• _Supplied records_
*** Block opens ***

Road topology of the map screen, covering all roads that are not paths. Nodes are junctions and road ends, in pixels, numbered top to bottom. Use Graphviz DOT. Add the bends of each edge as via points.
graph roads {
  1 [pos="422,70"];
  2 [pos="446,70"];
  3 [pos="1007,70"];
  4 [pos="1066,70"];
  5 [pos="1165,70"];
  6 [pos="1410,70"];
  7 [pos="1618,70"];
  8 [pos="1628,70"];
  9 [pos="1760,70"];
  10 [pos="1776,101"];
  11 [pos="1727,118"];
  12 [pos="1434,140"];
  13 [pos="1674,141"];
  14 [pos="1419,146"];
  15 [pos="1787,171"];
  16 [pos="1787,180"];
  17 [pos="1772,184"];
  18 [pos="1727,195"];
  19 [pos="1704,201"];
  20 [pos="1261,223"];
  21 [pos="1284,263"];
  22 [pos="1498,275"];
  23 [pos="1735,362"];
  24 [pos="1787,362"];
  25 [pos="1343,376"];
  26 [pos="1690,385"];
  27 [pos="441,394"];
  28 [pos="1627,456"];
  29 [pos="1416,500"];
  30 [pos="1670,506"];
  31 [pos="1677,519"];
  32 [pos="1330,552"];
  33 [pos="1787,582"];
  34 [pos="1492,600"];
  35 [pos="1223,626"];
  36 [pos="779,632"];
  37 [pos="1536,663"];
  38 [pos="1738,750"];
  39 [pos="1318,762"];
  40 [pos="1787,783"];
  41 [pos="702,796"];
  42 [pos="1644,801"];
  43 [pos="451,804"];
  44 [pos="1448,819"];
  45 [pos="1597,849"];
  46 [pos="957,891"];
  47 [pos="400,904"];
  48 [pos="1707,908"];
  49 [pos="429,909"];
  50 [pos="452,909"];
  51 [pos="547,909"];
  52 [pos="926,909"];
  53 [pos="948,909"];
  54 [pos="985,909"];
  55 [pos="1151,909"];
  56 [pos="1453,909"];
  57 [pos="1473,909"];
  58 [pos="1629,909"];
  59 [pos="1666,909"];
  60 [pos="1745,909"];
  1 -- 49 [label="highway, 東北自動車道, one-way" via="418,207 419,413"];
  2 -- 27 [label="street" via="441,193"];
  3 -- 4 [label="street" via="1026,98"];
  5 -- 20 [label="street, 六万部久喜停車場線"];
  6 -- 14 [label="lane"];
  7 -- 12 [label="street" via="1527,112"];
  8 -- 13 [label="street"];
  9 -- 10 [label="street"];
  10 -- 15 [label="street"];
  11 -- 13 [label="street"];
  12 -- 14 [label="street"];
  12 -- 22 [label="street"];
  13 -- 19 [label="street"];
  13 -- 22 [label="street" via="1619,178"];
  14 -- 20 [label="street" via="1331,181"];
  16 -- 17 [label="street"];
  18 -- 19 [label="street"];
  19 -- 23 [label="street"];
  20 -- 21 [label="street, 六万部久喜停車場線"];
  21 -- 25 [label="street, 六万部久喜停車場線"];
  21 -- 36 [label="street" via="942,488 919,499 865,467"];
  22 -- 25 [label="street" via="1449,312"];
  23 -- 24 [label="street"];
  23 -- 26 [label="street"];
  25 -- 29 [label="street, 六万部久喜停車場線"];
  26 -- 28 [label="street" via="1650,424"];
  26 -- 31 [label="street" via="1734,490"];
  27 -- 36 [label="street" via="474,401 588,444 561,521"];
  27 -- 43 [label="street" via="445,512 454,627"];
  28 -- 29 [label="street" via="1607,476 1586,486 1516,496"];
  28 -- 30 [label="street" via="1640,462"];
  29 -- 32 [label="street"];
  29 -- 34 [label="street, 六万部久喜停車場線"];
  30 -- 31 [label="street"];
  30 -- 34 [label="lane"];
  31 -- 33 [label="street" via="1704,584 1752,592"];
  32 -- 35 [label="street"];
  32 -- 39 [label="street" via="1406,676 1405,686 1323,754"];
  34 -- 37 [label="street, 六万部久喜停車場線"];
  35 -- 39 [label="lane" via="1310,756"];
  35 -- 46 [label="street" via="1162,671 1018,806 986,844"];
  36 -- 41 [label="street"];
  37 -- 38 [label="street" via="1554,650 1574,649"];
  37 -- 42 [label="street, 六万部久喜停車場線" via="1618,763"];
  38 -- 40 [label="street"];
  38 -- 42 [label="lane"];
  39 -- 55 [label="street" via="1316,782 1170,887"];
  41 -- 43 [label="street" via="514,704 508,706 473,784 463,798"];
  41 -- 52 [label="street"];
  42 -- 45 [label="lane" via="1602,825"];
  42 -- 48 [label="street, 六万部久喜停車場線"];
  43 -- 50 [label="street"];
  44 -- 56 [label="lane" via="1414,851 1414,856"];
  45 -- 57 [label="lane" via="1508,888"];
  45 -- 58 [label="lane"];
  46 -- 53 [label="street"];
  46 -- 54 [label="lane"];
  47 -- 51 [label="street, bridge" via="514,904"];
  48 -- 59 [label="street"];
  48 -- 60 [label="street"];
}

*** Block closes ***

• _Assignment_
Output the full listing exactly, please.

• _Completed exercise_
Road topology of the map screen, covering all roads that are not paths. Nodes are junctions and road ends, in pixels, numbered top to bottom. Use Graphviz DOT. Add the bends of each edge as via points.
graph roads {
  1 [pos="422,70"];
  2 [pos="446,70"];
  3 [pos="1007,70"];
  4 [pos="1066,70"];
  5 [pos="1165,70"];
  6 [pos="1410,70"];
  7 [pos="1618,70"];
  8 [pos="1628,70"];
  9 [pos="1760,70"];
  10 [pos="1776,101"];
  11 [pos="1727,118"];
  12 [pos="1434,140"];
  13 [pos="1674,141"];
  14 [pos="1419,146"];
  15 [pos="1787,171"];
  16 [pos="1787,180"];
  17 [pos="1772,184"];
  18 [pos="1727,195"];
  19 [pos="1704,201"];
  20 [pos="1261,223"];
  21 [pos="1284,263"];
  22 [pos="1498,275"];
  23 [pos="1735,362"];
  24 [pos="1787,362"];
  25 [pos="1343,376"];
  26 [pos="1690,385"];
  27 [pos="441,394"];
  28 [pos="1627,456"];
  29 [pos="1416,500"];
  30 [pos="1670,506"];
  31 [pos="1677,519"];
  32 [pos="1330,552"];
  33 [pos="1787,582"];
  34 [pos="1492,600"];
  35 [pos="1223,626"];
  36 [pos="779,632"];
  37 [pos="1536,663"];
  38 [pos="1738,750"];
  39 [pos="1318,762"];
  40 [pos="1787,783"];
  41 [pos="702,796"];
  42 [pos="1644,801"];
  43 [pos="451,804"];
  44 [pos="1448,819"];
  45 [pos="1597,849"];
  46 [pos="957,891"];
  47 [pos="400,904"];
  48 [pos="1707,908"];
  49 [pos="429,909"];
  50 [pos="452,909"];
  51 [pos="547,909"];
  52 [pos="926,909"];
  53 [pos="948,909"];
  54 [pos="985,909"];
  55 [pos="1151,909"];
  56 [pos="1453,909"];
  57 [pos="1473,909"];
  58 [pos="1629,909"];
  59 [pos="1666,909"];
  60 [pos="1745,909"];
  1 -- 49 [label="highway, 東北自動車道, one-way" via="418,207 419,413"];
  2 -- 27 [label="street" via="441,193"];
  3 -- 4 [label="street" via="1026,98"];
  5 -- 20 [label="street, 六万部久喜停車場線"];
  6 -- 14 [label="lane"];
  7 -- 12 [label="street" via="1527,112"];
  8 -- 13 [label="street"];
  9 -- 10 [label="street"];
  10 -- 15 [label="street"];
  11 -- 13 [label="street"];
  12 -- 14 [label="street"];
  12 -- 22 [label="street"];
  13 -- 19 [label="street"];
  13 -- 22 [label="street" via="1619,178"];
  14 -- 20 [label="street" via="1331,181"];
  16 -- 17 [label="street"];
  18 -- 19 [label="street"];
  19 -- 23 [label="street"];
  20 -- 21 [label="street, 六万部久喜停車場線"];
  21 -- 25 [label="street, 六万部久喜停車場線"];
  21 -- 36 [label="street" via="942,488 919,499 865,467"];
  22 -- 25 [label="street" via="1449,312"];
  23 -- 24 [label="street"];
  23 -- 26 [label="street"];
  25 -- 29 [label="street, 六万部久喜停車場線"];
  26 -- 28 [label="street" via="1650,424"];
  26 -- 31 [label="street" via="1734,490"];
  27 -- 36 [label="street" via="474,401 588,444 561,521"];
  27 -- 43 [label="street" via="445,512 454,627"];
  28 -- 29 [label="street" via="1607,476 1586,486 1516,496"];
  28 -- 30 [label="street" via="1640,462"];
  29 -- 32 [label="street"];
  29 -- 34 [label="street, 六万部久喜停車場線"];
  30 -- 31 [label="street"];
  30 -- 34 [label="lane"];
  31 -- 33 [label="street" via="1704,584 1752,592"];
  32 -- 35 [label="street"];
  32 -- 39 [label="street" via="1406,676 1405,686 1323,754"];
  34 -- 37 [label="street, 六万部久喜停車場線"];
  35 -- 39 [label="lane" via="1310,756"];
  35 -- 46 [label="street" via="1162,671 1018,806 986,844"];
  36 -- 41 [label="street"];
  37 -- 38 [label="street" via="1554,650 1574,649"];
  37 -- 42 [label="street, 六万部久喜停車場線" via="1618,763"];
  38 -- 40 [label="street"];
  38 -- 42 [label="lane"];
  39 -- 55 [label="street" via="1316,782 1170,887"];
  41 -- 43 [label="street" via="514,704 508,706 473,784 463,798"];
  41 -- 52 [label="street"];
  42 -- 45 [label="lane" via="1602,825"];
  42 -- 48 [label="street, 六万部久喜停車場線"];
  43 -- 50 [label="street"];
  44 -- 56 [label="lane" via="1414,851 1414,856"];
  45 -- 57 [label="lane" via="1508,888"];
  45 -- 58 [label="lane"];
  46 -- 53 [label="street"];
  46 -- 54 [label="lane"];
  47 -- 51 [label="street, bridge" via="514,904"];
  48 -- 59 [label="street"];
  48 -- 60 [label="street"];
}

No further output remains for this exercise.